Science develops cancer vaccine for dogs

Humans could be next

A scientist out of Arizona State University’s Center for Innovations in Medicine has recently launched a trial to test a new cancer vaccine in dogs. If the vaccine works, the scientists believe it could pave the way for a similar vaccine for humans. 

WATCH! A cancer vaccine is currently being tested on dogs

There are varying types of cancer, and the widely accepted theory within cancer research is that each cancer is personal. This boils down to our general makeup as humans as every person is different on a molecular level, and as such, each tumour grows in a way to beat your immune system, which is why many oncologists believe we will all have – to some degree – a different immune response

This medical theory tends to undercut the notion of an umbrella vaccine, as the illness and our response depends entirely upon the individual cancer patient. 

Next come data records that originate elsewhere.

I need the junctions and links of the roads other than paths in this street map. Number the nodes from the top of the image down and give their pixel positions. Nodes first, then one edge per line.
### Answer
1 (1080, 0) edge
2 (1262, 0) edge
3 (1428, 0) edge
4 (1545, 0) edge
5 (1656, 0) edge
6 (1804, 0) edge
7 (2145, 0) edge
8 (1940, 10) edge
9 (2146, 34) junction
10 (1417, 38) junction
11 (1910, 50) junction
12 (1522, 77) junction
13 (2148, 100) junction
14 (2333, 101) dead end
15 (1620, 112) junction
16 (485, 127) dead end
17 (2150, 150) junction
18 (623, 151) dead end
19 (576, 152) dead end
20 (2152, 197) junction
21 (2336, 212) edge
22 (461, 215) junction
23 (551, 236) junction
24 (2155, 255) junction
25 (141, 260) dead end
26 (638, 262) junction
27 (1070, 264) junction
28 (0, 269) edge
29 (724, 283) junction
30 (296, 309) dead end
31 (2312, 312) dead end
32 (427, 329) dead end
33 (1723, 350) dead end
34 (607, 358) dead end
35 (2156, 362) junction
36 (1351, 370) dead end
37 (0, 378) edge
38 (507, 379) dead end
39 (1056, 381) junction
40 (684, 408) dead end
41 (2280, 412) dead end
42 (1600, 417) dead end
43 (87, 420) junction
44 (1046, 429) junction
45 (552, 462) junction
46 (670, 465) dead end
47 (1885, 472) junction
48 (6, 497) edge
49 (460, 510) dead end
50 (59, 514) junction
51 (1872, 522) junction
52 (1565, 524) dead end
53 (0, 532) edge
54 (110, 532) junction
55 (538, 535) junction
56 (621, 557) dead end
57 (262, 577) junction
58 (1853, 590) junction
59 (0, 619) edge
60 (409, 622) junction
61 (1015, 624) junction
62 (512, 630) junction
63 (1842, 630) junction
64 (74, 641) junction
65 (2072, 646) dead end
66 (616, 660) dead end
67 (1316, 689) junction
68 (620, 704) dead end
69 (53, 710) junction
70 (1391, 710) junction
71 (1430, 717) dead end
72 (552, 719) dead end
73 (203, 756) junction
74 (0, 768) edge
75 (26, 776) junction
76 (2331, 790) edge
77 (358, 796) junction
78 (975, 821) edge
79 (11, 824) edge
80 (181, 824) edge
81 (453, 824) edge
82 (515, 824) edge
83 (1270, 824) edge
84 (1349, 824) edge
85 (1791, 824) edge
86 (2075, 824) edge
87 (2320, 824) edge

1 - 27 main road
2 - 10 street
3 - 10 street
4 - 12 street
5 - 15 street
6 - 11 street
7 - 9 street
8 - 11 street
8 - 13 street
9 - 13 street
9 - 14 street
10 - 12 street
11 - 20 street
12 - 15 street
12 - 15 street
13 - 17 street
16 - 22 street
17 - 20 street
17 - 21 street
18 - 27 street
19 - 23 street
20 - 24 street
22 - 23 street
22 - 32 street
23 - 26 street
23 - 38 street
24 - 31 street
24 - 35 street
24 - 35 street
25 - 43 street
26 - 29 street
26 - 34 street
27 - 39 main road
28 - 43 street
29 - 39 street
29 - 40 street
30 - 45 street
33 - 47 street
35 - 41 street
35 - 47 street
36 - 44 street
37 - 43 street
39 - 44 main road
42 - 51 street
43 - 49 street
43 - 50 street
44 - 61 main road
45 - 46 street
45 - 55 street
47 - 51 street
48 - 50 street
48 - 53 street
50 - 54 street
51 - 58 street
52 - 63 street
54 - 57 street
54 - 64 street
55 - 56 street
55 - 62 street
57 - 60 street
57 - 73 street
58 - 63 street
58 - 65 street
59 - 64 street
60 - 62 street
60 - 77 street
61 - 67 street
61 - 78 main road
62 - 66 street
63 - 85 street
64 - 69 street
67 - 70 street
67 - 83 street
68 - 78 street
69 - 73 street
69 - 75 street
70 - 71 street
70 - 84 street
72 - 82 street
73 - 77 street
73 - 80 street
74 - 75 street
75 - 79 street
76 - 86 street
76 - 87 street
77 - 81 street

While this is the general consensus within the cancer community, however, American scientist Stephen Johnston believes it is worth exploring other possibilities. 

(Credit: Getty)

Johnston told 7News: “They may be right, but if the chance is 10% that it might work, I can’t see any reason why we shouldn’t take that chance.”

Speaking with 7News, Johnston explained why they chose to conduct their study on dogs. 

“Cancer is actually the leading cause of death in adult dogs. 

“They develop these tumours spontaneously as a result of old age in a way that’s very, very similar to the way humans do.”

Johnston will also be working with veterinarian Doug Thamm to study the side effects in what will be the largest interventional clinical trial ever in dogs. 

Discussing all the different possible outcomes, Thamm remains realistic:

“One is there is less cancer in the dogs that get the vaccine. That would be a huge victory.”

“A second outcome that could be, I would argue, almost as valuable, is if we delay the onset of cancer. If we have a 9-year-old dog who would normally get cancer at 10 and instead that dog doesn’t get cancer until 12, that’s two more years of healthy life that we can potentially provide.

“Of course, there’s a third possibility: that the vaccine doesn’t work at all.”